* [PATCH] translate bad characters in refnames during git-svn fetch
@ 2007-07-15 13:05 martin f krafft
2007-07-16 3:30 ` Eric Wong
0 siblings, 1 reply; 10+ messages in thread
From: martin f krafft @ 2007-07-15 13:05 UTC (permalink / raw)
To: git discussion list
[-- Attachment #1: Type: text/plain, Size: 3146 bytes --]
Hi,
I am trying to track/convert the Debian pkg-mdadm repository with
git-svn:
svn://svn.debian.org/svn/pkg-mdadm/mdadm/trunk
My problem is that the fetching fails:
fatal: refs/remotes/tags/2.6.1-1~exp.1: cannot lock the ref
update-ref -m r311 refs/remotes/tags/2.6.1-1~exp.1
c6e351ea25dc90714048e33693099595c2d5dab8: command returned error:
128
This is because the ~ character is an invalid character for
a refname (it's used to specify the nth parent).

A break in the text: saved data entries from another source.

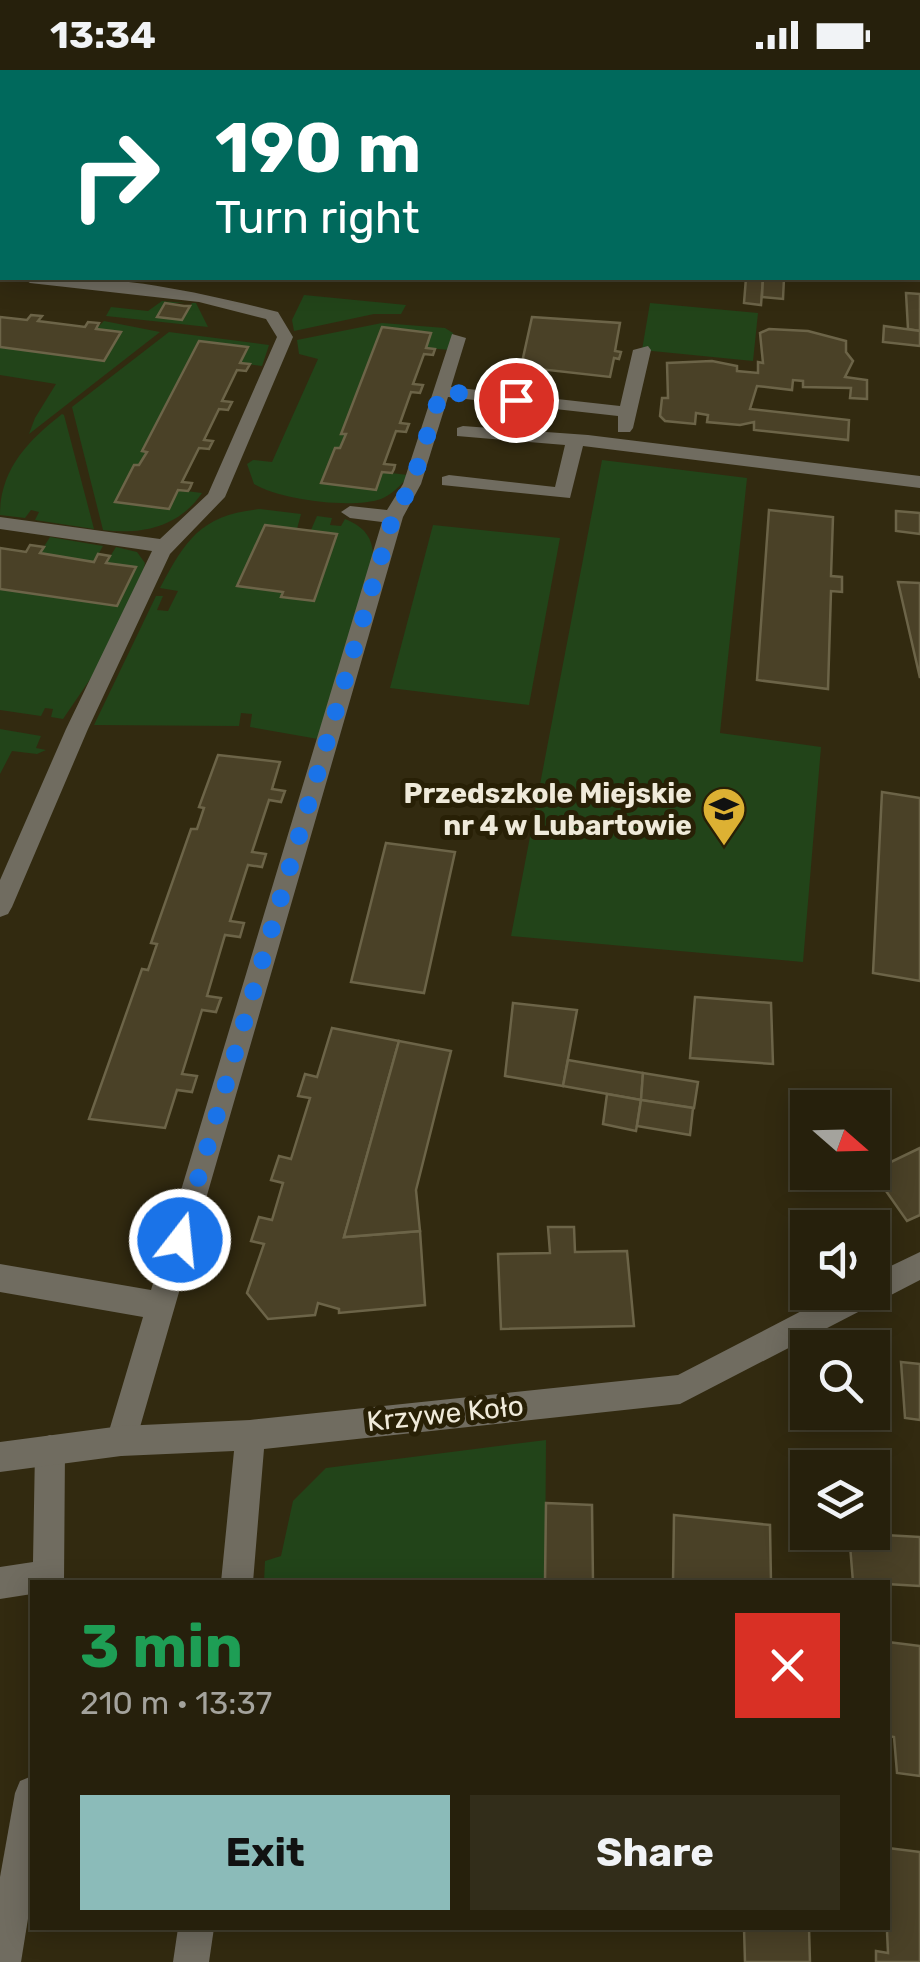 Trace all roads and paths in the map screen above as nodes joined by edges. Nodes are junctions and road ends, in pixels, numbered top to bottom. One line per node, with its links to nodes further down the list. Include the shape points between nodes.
1 (48, 280): 3 (street)
2 (220, 285): 3 (street)
3 (199, 297): 13 (street, via 272,316 285,338)
4 (458, 338): 6 (street)
5 (642, 350): 7 (street)
6 (441, 391): 7 (street); 16 (street, via 412,484)
7 (627, 412): 10 (street)
8 (463, 432): 9 (street)
9 (575, 440): 10 (street); 11 (street, via 562,494)
10 (620, 445): 12 (street)
11 (449, 482)
12 (920, 482)
13 (216, 497): 14 (street); 18 (street)
14 (244, 500)
15 (350, 512): 16 (street)
16 (393, 517): 23 (street)
17 (0, 523): 18 (street)
18 (164, 546): 19 (street)
19 (0, 907)
20 (920, 1266): 22 (street, Krzywe Koło)
21 (0, 1278): 23 (street)
22 (890, 1281)
23 (161, 1306): 26 (street)
24 (833, 1310): 25 (street, Krzywe Koło, via 680,1389)
25 (250, 1435): 26 (street, Krzywe Koło); 30 (street)
26 (120, 1440): 27 (street, Krzywe Koło)
27 (50, 1450): 28 (street, Krzywe Koło); 29 (street)
28 (0, 1456)
29 (48, 1579)
30 (236, 1580)
31 (30, 1581): 32 (street)
32 (0, 1584)
33 (30, 1806): 35 (street)
34 (196, 1930): 36 (street)
35 (4, 1962)
36 (192, 1962) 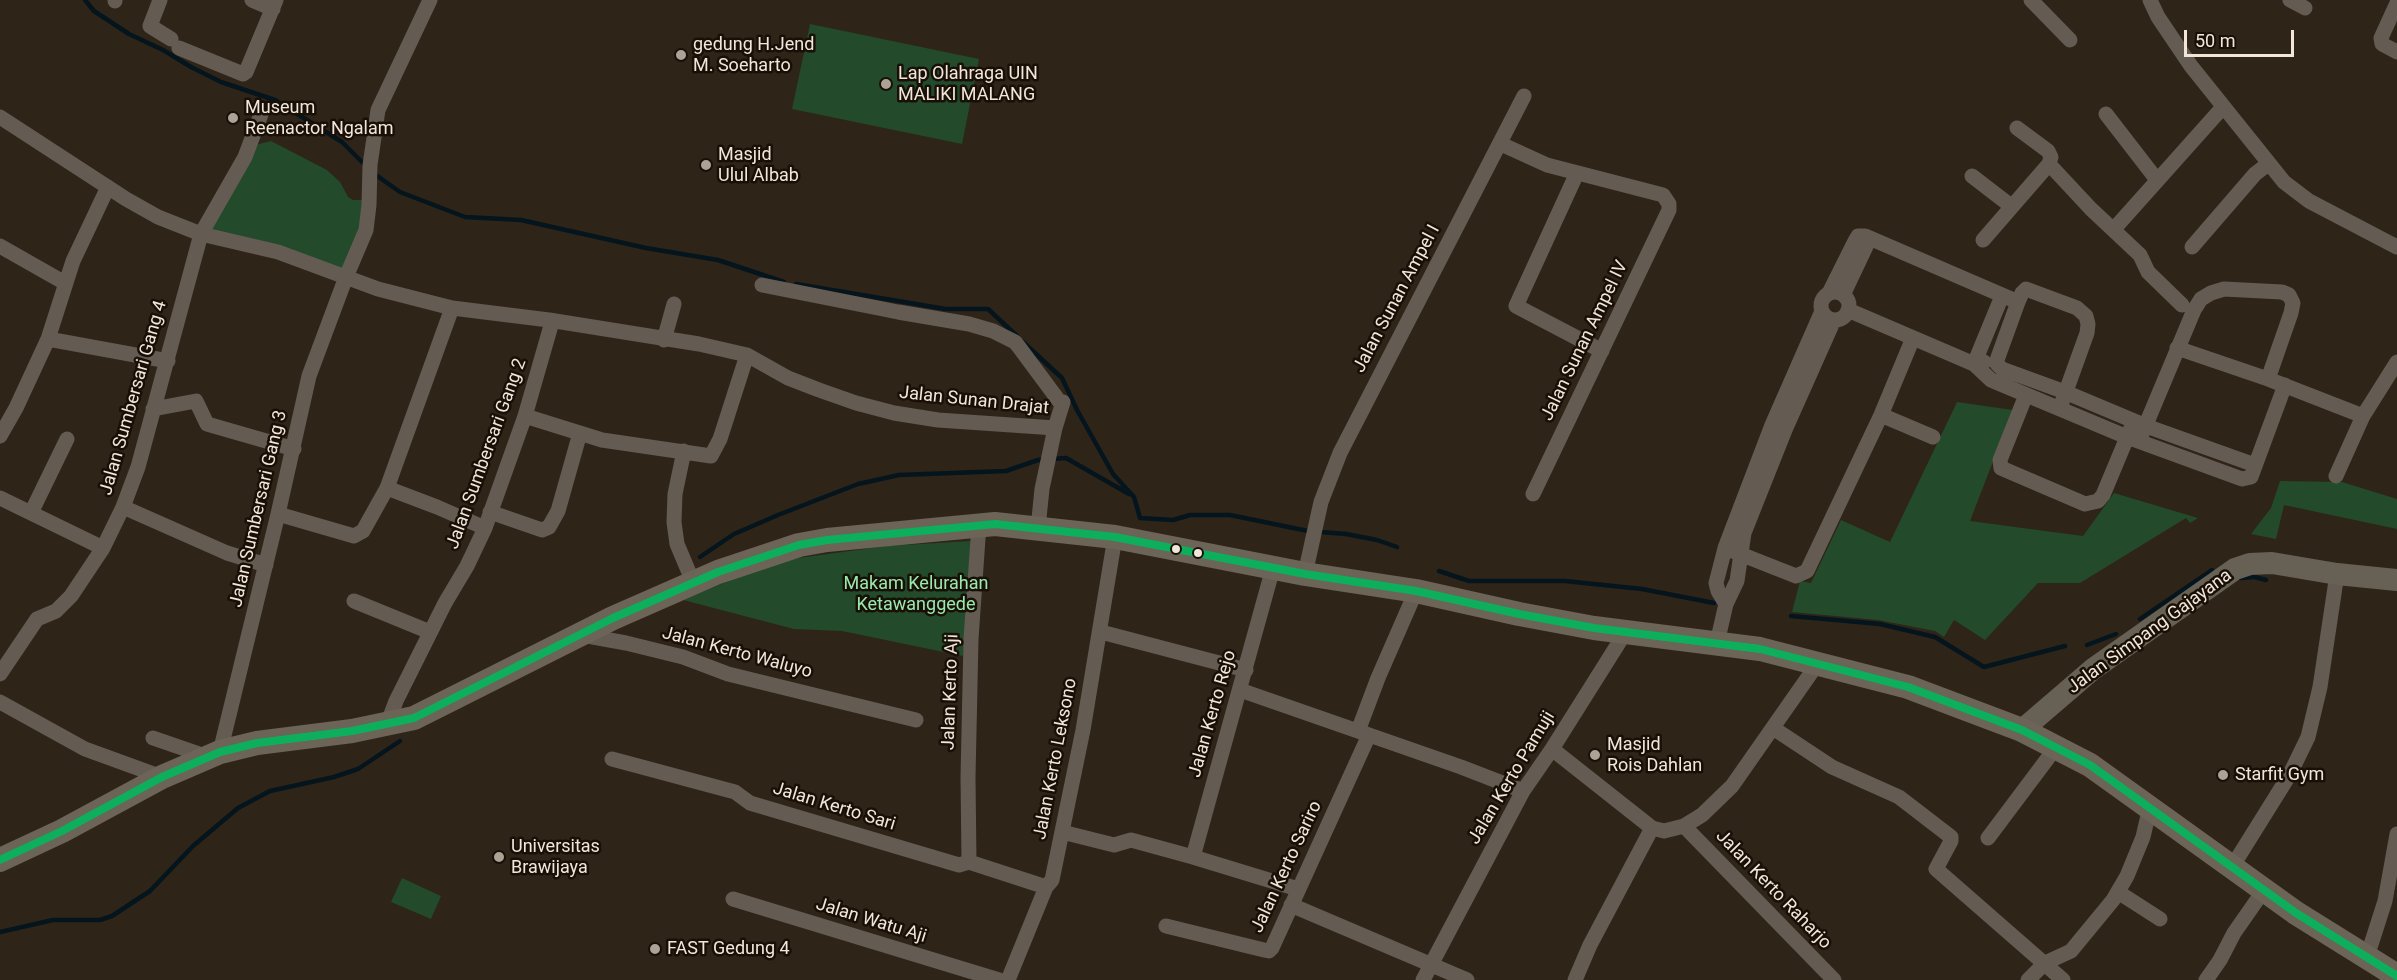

So I figured that the best way to deal with this is to introduce
a conversion filter to git-svn, but I cannot figure out where it has
to go. My perl is rusty and even after an hour now with the code,
I could not find the right spot.
The following patch works, but I can't really explain why. Moreover,
it does not change the STDERR output, so you'll still get stuff like
r340 = 0dc5693471af9dfdb712c1342071ba1040af8963
(tags/2.6.1-1~exp.3)
which makes me think that it's translating the refname too late.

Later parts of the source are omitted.